At the end of my marriage, I struggled to see the good that was once there. I was drained, exhausted from trying so hard to make our marriage work. In an attempt to fix things and keep the peace (at any cost), I lost important parts of myself. By the end, I just wanted my freedom back. I wanted to reclaim the lost parts.
After the divorce, my friend joined me in my gorgeous kitchen to toast to the future. I stared into the emptiness surrounding me and acknowledged that I had been given a second chance to create the life I wanted. It was scary as hell—so much unknown! But it was thrilling, too. So much possibility.
It's been nine years, and I finally feel sincere gratitude for my husband and for that time in our lives. I appreciate all that our relationship taught me—through the good and the bad.
Here are a few of the most meaningful lessons and why I'm grateful to my husband for helping me learn them.
1. I'm so much more capable than I realized.
During our marriage, I juggled a lot of things. I sometimes felt like a jack-of-all-trades, master of none. I was the primary caretaker of our three kids, I worked as an artist, and I worked side-by-side with my husband in his career. He taught me to believe in my creative talents. He valued my ability to write, direct, and edit film. I never thought of myself as a writer before, and now I write for big publications.
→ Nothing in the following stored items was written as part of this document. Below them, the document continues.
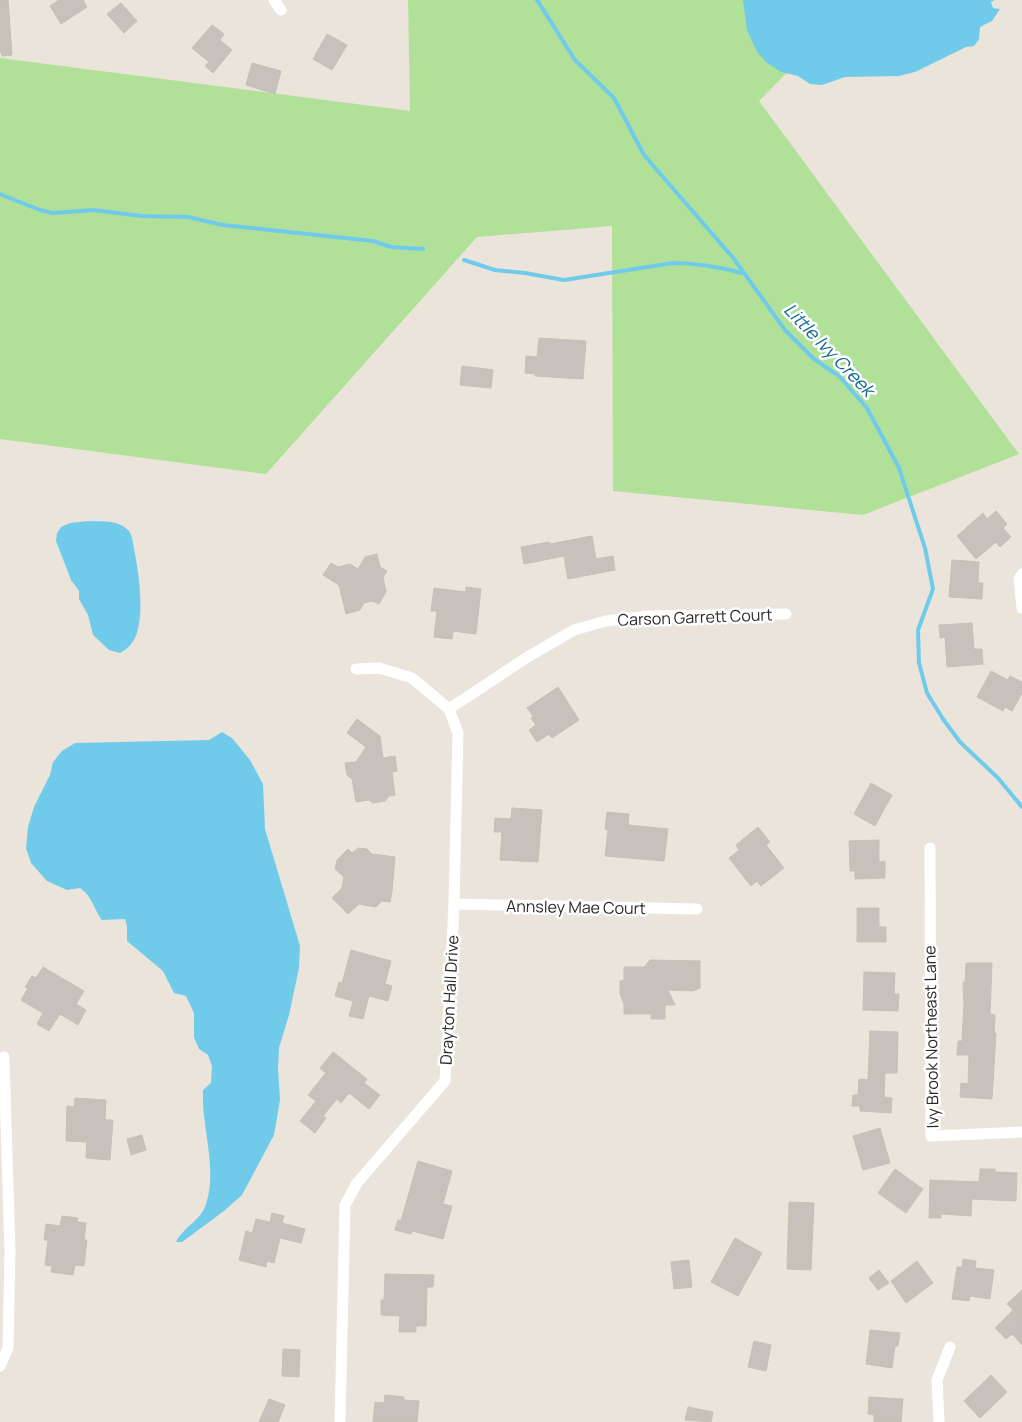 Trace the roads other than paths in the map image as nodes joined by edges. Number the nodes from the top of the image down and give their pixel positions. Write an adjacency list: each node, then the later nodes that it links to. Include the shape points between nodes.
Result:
1 (274, 0): 2 (street)
2 (281, 10)
3 (1022, 574): 4 (street)
4 (1022, 608)
5 (786, 614): 7 (street, Carson Garrett Court, via 648,616 606,620 574,630)
6 (356, 670): 7 (street, Drayton Hall Drive, via 379,668 412,678)
7 (449, 709): 9 (street, Drayton Hall Drive, via 458,733)
8 (930, 848): 12 (street, Ivy Brook Northeast Lane, via 931,1136)
9 (454, 904): 10 (street, Annsley Mae Court); 15 (street, Drayton Hall Drive, via 445,1081 357,1183 345,1204)
10 (697, 909)
11 (4, 1057): 14 (street, via 10,1251 8,1348)
12 (1022, 1132)
13 (950, 1347): 16 (street, via 937,1380)
14 (0, 1366)
15 (340, 1422)
16 (939, 1422)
I no longer juggle so many obligations. The kids are grown, and I can focus on doing work that I truly love as a dating coach for women over 40. Plus, I never saw myself as a leader before my divorce. I now lead a movement of women who want to learn how to honor and love themselves, to tune into their authentic identities, and to attract love they've never had before.
I would never have done any of this if I'd stayed married to him. So, I'm grateful to him for releasing me to do important, life-changing work in the world.
2. A mess is just a message in the making.
I wouldn't have become a dating coach had I not known the pain and loneliness of being in the wrong relationship. There is great power in turning your struggles into your message and mission. Since my divorce, I have learned the importance of valuing myself more, of knowing what I need to be in a healthy relationship with friends and lovers. I can easily walk away from those who are toxic to me. And I teach other women how to do the same.
I'm grateful to my husband for the mess that became my message.
3. Your boundaries are not subject to anyone else's opinion.
When we were married, boundaries were blurry, and I often felt like my privacy and dignity were violated. I felt powerless to change that, so I began to create my own life outside the marriage, finding friends and activities that supported me. It was my way of staying sane.
Since our divorce, I've learned to set clear boundaries with my friends, family, and the men I date. If my boundaries hadn't been disrespected in my marriage, I wouldn't have understood the importance of knowing my needs and expressing them so clearly and calmly.
4. I am a better parent alone than I was during my marriage.
My husband and I often disagreed about how to parent. After our divorce, the divide became even greater. This has been one of my biggest challenges—how to be a good parent despite the opposition.
I hired a relationship coach who helped me learn how to be firm about the values that were important to me as a parent and to stay loving no matter how angry the children became.
In a pivotal moment, our 14-year-old daughter was going to my husband's house for her week there. She had piled all her clothes into her arms, and said (for the umpteenth time), "You ruined my life! I hate you!"
I stayed calm (which was not easy), and said, "I understand your frustration, and I want you to know that I did not get divorced to ruin your life. I've done everything in my power to make things as easy for you as possible. You now have two choices. You can be angry with me for the rest of your life. Or you can learn new ways to deal with the divorce. I'm here to help you if you want to learn a better way."
Then I walked away. She stopped complaining and began to adapt to her new way of life. I'm proud that I've become a better parent, more aligned with the values that I feel are important. That was only possible when my husband and I lived in separate homes. In this way, he helped me become the best parent I could be.
5. True love is real, and I know what it looks like.
Before I met my ex, I pretty much dated in the dark, stumbling around, trying to make sense of love. I was attracted to men who didn't want me, men who pushed me away. My heart was broken so many times, I put up thick walls to protect me from getting hurt again.
I didn't understand my part in this unhealthy cycle. I had no idea what I needed to do to break the pattern and have the deep love I desired.
I get it now. Since the divorce, I've become a student of love, reading scores of dating and relationship books and learning from some of the top dating and relationship coaches. I've been honored to interview over 220 love experts on my show, Last First Date Radio.
I learned from my beloved clients, as I guided them toward the best relationships they've ever had. And I grew the most from my own dating and relationship experiences.
Every man has been my teacher, and my ex-husband taught me more than any other man I've known. I'm grateful that he fathered our beautiful children, for the good times we shared, for helping me believe in myself, and for the future I've been blessed to create after we parted ways.
He is now with a woman who is a much better match for him. I'm happy for him and wish him only the best.